**Directions for this task**. Report how many lines of the listing include the word "main"; nothing else should be written.

- Opening Delimiter -

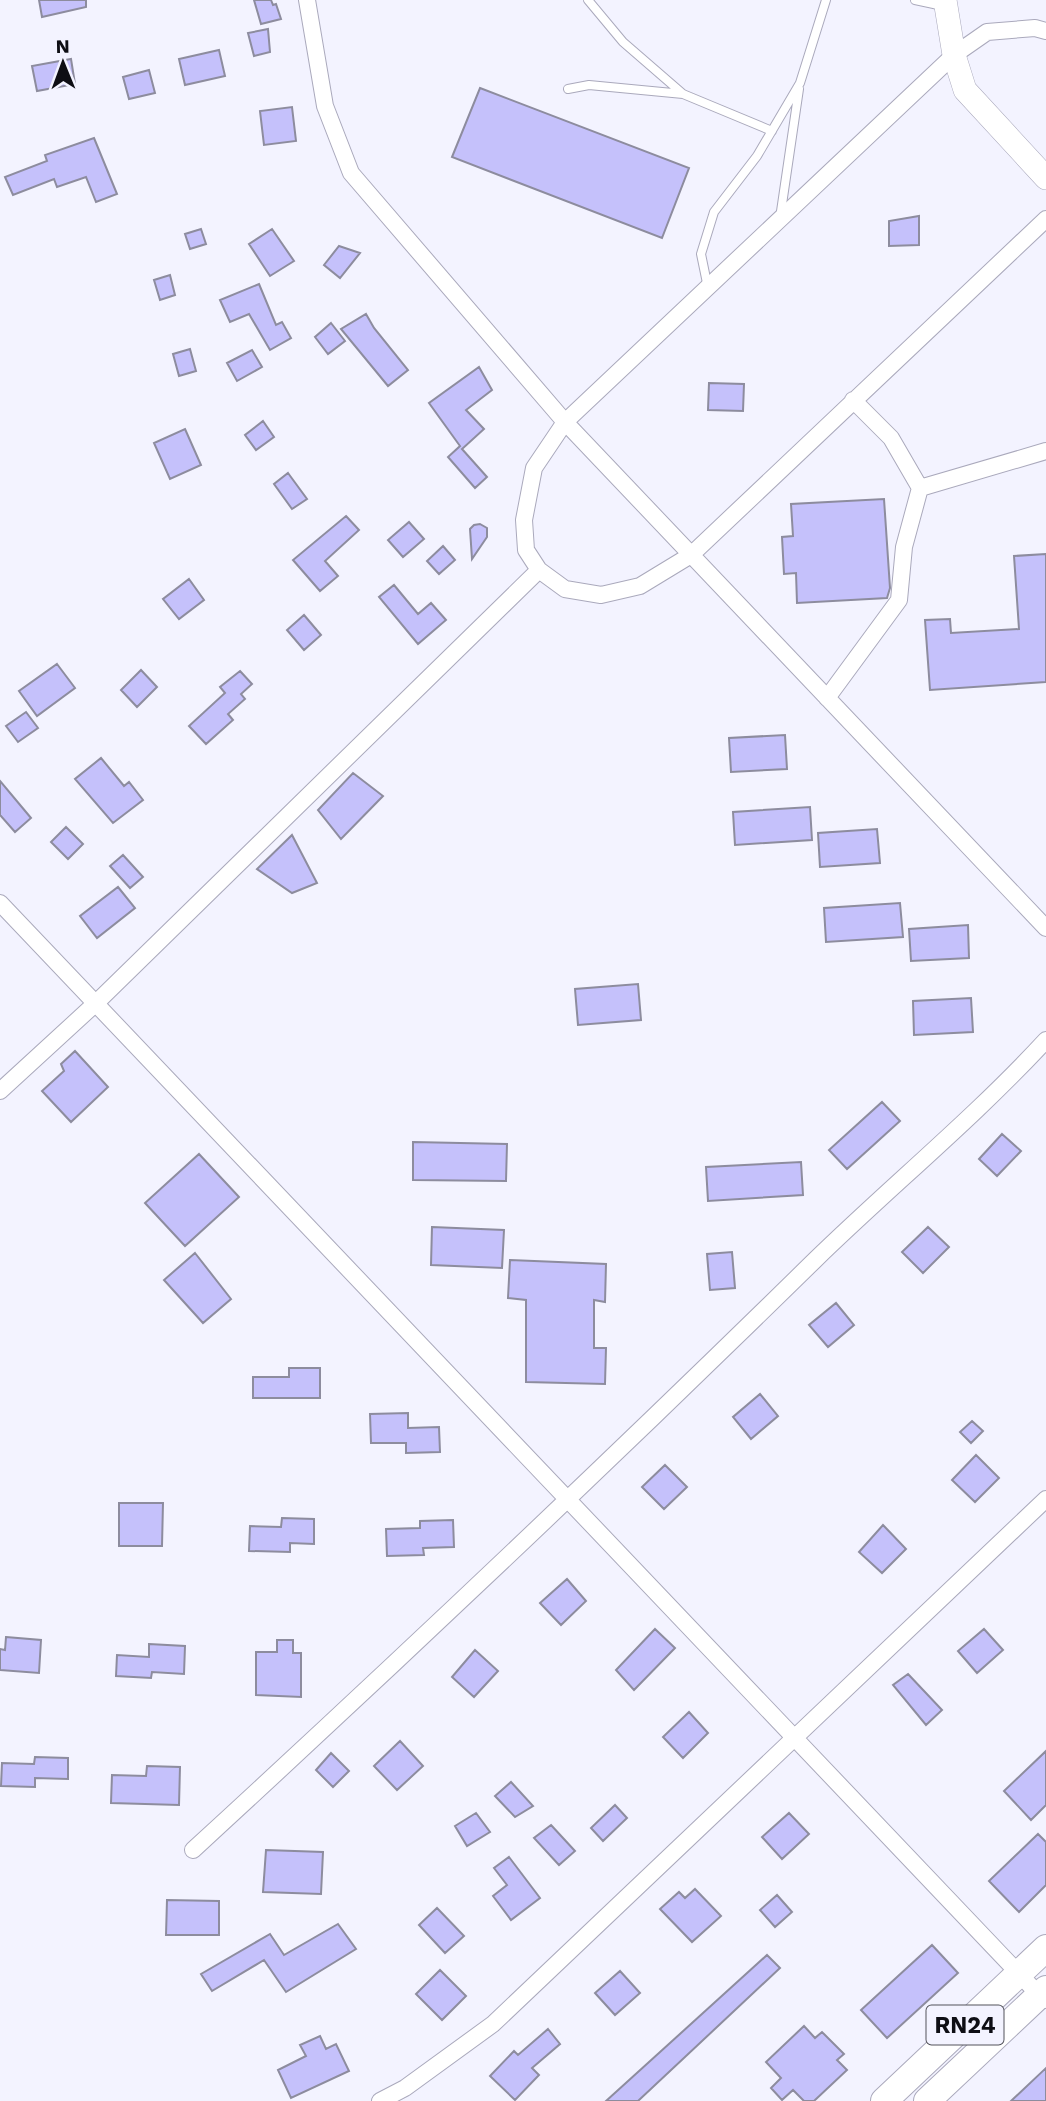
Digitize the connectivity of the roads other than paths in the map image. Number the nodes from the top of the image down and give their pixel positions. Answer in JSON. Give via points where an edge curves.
{"nodes":[{"id":1,"x":307,"y":0,"type":"edge"},
{"id":2,"x":588,"y":0,"type":"edge"},
{"id":3,"x":826,"y":0,"type":"edge"},
{"id":4,"x":915,"y":0,"type":"edge"},
{"id":5,"x":946,"y":3,"type":"edge"},
{"id":6,"x":1046,"y":31,"type":"edge"},
{"id":7,"x":954,"y":55,"type":"junction"},
{"id":8,"x":800,"y":83,"type":"junction"},
{"id":9,"x":568,"y":89,"type":"dead end"},
{"id":10,"x":683,"y":94,"type":"junction"},
{"id":11,"x":772,"y":131,"type":"junction"},
{"id":12,"x":1046,"y":178,"type":"edge"},
{"id":13,"x":1046,"y":219,"type":"edge"},
{"id":14,"x":779,"y":220,"type":"junction"},
{"id":15,"x":708,"y":288,"type":"junction"},
{"id":16,"x":853,"y":400,"type":"junction"},
{"id":17,"x":565,"y":422,"type":"junction"},
{"id":18,"x":1046,"y":450,"type":"edge"},
{"id":19,"x":920,"y":488,"type":"junction"},
{"id":20,"x":691,"y":555,"type":"junction"},
{"id":21,"x":539,"y":570,"type":"junction"},
{"id":22,"x":827,"y":698,"type":"junction"},
{"id":23,"x":0,"y":903,"type":"edge"},
{"id":24,"x":1046,"y":929,"type":"edge"},
{"id":25,"x":96,"y":1003,"type":"junction"},
{"id":26,"x":1046,"y":1040,"type":"edge"},
{"id":27,"x":0,"y":1091,"type":"edge"},
{"id":28,"x":567,"y":1498,"type":"junction"},
{"id":29,"x":1046,"y":1499,"type":"edge"},
{"id":30,"x":794,"y":1736,"type":"junction"},
{"id":31,"x":193,"y":1850,"type":"dead end"},
{"id":32,"x":1046,"y":1948,"type":"edge"},
{"id":33,"x":1019,"y":1974,"type":"junction"},
{"id":34,"x":1044,"y":1996,"type":"edge"},
{"id":35,"x":380,"y":2101,"type":"edge"},
{"id":36,"x":884,"y":2101,"type":"edge"},
{"id":37,"x":927,"y":2101,"type":"edge"}],
"edges":[{"from":1,"to":17,"type":"street","via":[[325,106],[351,173]]},
{"from":2,"to":10,"type":"lane","via":[[623,42]]},
{"from":3,"to":8,"type":"lane"},
{"from":4,"to":5,"type":"lane"},
{"from":5,"to":7,"type":"street"},
{"from":6,"to":7,"type":"street","via":[[987,32]]},
{"from":7,"to":12,"type":"street","via":[[965,90]]},
{"from":7,"to":14,"type":"street"},
{"from":8,"to":11,"type":"lane"},
{"from":8,"to":14,"type":"lane"},
{"from":9,"to":10,"type":"lane","via":[[589,85]]},
{"from":10,"to":11,"type":"lane"},
{"from":11,"to":15,"type":"lane","via":[[714,212],[701,254]]},
{"from":13,"to":16,"type":"street"},
{"from":14,"to":15,"type":"street"},
{"from":15,"to":17,"type":"street"},
{"from":16,"to":19,"type":"street","via":[[891,438]]},
{"from":16,"to":20,"type":"street"},
{"from":17,"to":20,"type":"street"},
{"from":17,"to":21,"type":"street","via":[[534,468],[524,520],[526,550]]},
{"from":18,"to":19,"type":"street"},
{"from":19,"to":22,"type":"street","via":[[904,547],[899,600]]},
{"from":20,"to":21,"type":"street","via":[[640,586],[601,594],[565,589]]},
{"from":20,"to":22,"type":"street"},
{"from":21,"to":25,"type":"street"},
{"from":22,"to":24,"type":"street"},
{"from":23,"to":25,"type":"street"},
{"from":25,"to":27,"type":"street"},
{"from":25,"to":28,"type":"street"},
{"from":26,"to":28,"type":"street","via":[[1000,1089]]},
{"from":28,"to":30,"type":"street"},
{"from":28,"to":31,"type":"street"},
{"from":29,"to":30,"type":"street"},
{"from":30,"to":33,"type":"street"},
{"from":30,"to":35,"type":"street","via":[[493,2025]]},
{"from":32,"to":33,"type":"main road","number":"RN24"},
{"from":33,"to":34,"type":"street"},
{"from":33,"to":36,"type":"main road","number":"RN24"},
{"from":34,"to":37,"type":"main road","number":"RN24"}]}
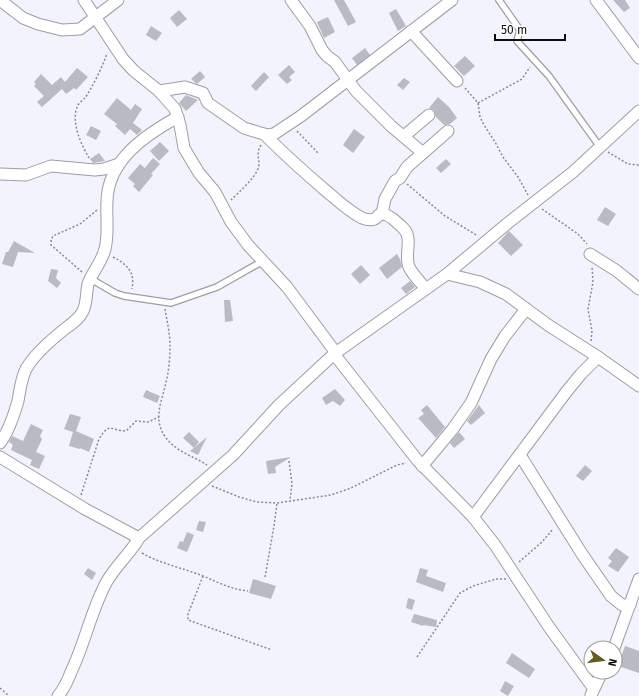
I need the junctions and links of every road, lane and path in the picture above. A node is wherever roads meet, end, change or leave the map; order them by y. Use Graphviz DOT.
graph roads {
  1 [pos="0,0"];
  2 [pos="84,0"];
  3 [pos="118,0"];
  4 [pos="291,0"];
  5 [pos="452,0"];
  6 [pos="499,0"];
  7 [pos="596,0"];
  8 [pos="96,18"];
  9 [pos="411,31"];
  10 [pos="110,39"];
  11 [pos="639,58"];
  12 [pos="534,61"];
  13 [pos="348,79"];
  14 [pos="457,81"];
  15 [pos="158,91"];
  16 [pos="478,103"];
  17 [pos="639,111"];
  18 [pos="429,115"];
  19 [pos="178,118"];
  20 [pos="290,123"];
  21 [pos="448,131"];
  22 [pos="267,136"];
  23 [pos="404,136"];
  24 [pos="600,148"];
  25 [pos="423,153"];
  26 [pos="318,154"];
  27 [pos="119,164"];
  28 [pos="639,165"];
  29 [pos="95,170"];
  30 [pos="0,174"];
  31 [pos="400,178"];
  32 [pos="107,201"];
  33 [pos="534,203"];
  34 [pos="223,206"];
  35 [pos="382,214"];
  36 [pos="486,241"];
  37 [pos="105,252"];
  38 [pos="590,254"];
  39 [pos="263,261"];
  40 [pos="447,274"];
  41 [pos="91,279"];
  42 [pos="639,289"];
  43 [pos="426,290"];
  44 [pos="130,297"];
  45 [pos="164,303"];
  46 [pos="526,309"];
  47 [pos="335,353"];
  48 [pos="595,355"];
  49 [pos="639,386"];
  50 [pos="159,417"];
  51 [pos="0,443"];
  52 [pos="520,455"];
  53 [pos="0,457"];
  54 [pos="289,461"];
  55 [pos="420,463"];
  56 [pos="214,472"];
  57 [pos="203,482"];
  58 [pos="290,500"];
  59 [pos="277,503"];
  60 [pos="76,504"];
  61 [pos="473,517"];
  62 [pos="562,522"];
  63 [pos="136,543"];
  64 [pos="511,569"];
  65 [pos="203,576"];
  66 [pos="265,577"];
  67 [pos="639,579"];
  68 [pos="518,580"];
  69 [pos="248,591"];
  70 [pos="634,599"];
  71 [pos="617,640"];
  72 [pos="272,650"];
  73 [pos="417,657"];
  74 [pos="598,680"];
  75 [pos="0,688"];
  76 [pos="592,693"];
  77 [pos="9,696"];
  78 [pos="58,696"];
  1 -- 8 [label="street"];
  2 -- 8 [label="street"];
  3 -- 8 [label="street"];
  4 -- 13 [label="street"];
  5 -- 9 [label="street"];
  6 -- 12 [label="lane"];
  7 -- 11 [label="street"];
  8 -- 10 [label="street"];
  9 -- 13 [label="street"];
  9 -- 14 [label="street"];
  10 -- 15 [label="street"];
  10 -- 29 [label="path"];
  12 -- 16 [label="path"];
  12 -- 24 [label="lane"];
  13 -- 20 [label="street"];
  13 -- 23 [label="street"];
  14 -- 16 [label="path"];
  15 -- 19 [label="street"];
  15 -- 22 [label="street"];
  16 -- 33 [label="path"];
  17 -- 24 [label="street"];
  18 -- 23 [label="street"];
  19 -- 27 [label="street"];
  19 -- 34 [label="street"];
  20 -- 22 [label="street"];
  20 -- 26 [label="path"];
  21 -- 25 [label="street"];
  22 -- 34 [label="path"];
  22 -- 35 [label="street"];
  23 -- 25 [label="street"];
  24 -- 28 [label="path"];
  24 -- 33 [label="street"];
  25 -- 31 [label="street"];
  27 -- 29 [label="street"];
  27 -- 32 [label="street"];
  29 -- 30 [label="street"];
  31 -- 35 [label="street"];
  31 -- 36 [label="path"];
  32 -- 37 [label="street"];
  32 -- 41 [label="path"];
  33 -- 36 [label="street"];
  33 -- 38 [label="path"];
  34 -- 39 [label="street"];
  35 -- 43 [label="street"];
  36 -- 40 [label="street"];
  37 -- 41 [label="street"];
  37 -- 44 [label="path"];
  38 -- 42 [label="street"];
  38 -- 48 [label="path"];
  39 -- 44 [label="lane"];
  39 -- 47 [label="street"];
  40 -- 43 [label="street"];
  40 -- 46 [label="street"];
  41 -- 44 [label="lane"];
  41 -- 51 [label="street"];
  43 -- 47 [label="street"];
  45 -- 50 [label="path"];
  46 -- 48 [label="street"];
  46 -- 55 [label="street"];
  47 -- 55 [label="street"];
  47 -- 56 [label="street"];
  48 -- 49 [label="street"];
  48 -- 52 [label="street"];
  50 -- 56 [label="path"];
  50 -- 60 [label="path"];
  52 -- 61 [label="street"];
  52 -- 62 [label="street"];
  53 -- 60 [label="street"];
  54 -- 58 [label="path"];
  55 -- 58 [label="path"];
  55 -- 61 [label="street"];
  56 -- 57 [label="street"];
  57 -- 59 [label="path"];
  57 -- 63 [label="street"];
  58 -- 59 [label="path"];
  59 -- 66 [label="path"];
  60 -- 63 [label="street"];
  61 -- 64 [label="street"];
  62 -- 64 [label="path"];
  62 -- 70 [label="street"];
  63 -- 65 [label="path"];
  63 -- 78 [label="street"];
  64 -- 68 [label="street"];
  65 -- 69 [label="path"];
  65 -- 72 [label="path"];
  67 -- 70 [label="street"];
  68 -- 73 [label="path"];
  68 -- 76 [label="street"];
  70 -- 71 [label="street"];
  74 -- 76 [label="street"];
  75 -- 77 [label="path"];
}
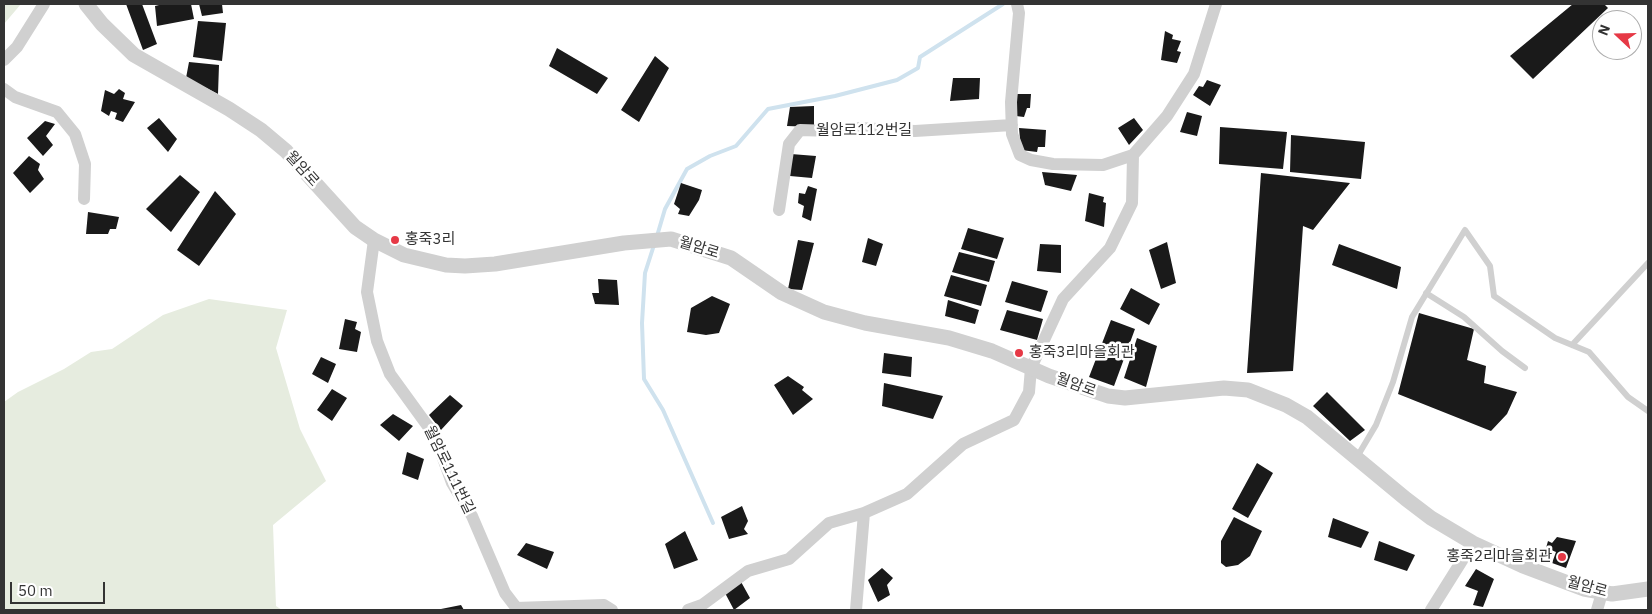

- Closing Delimiter -

**Task answer**. 3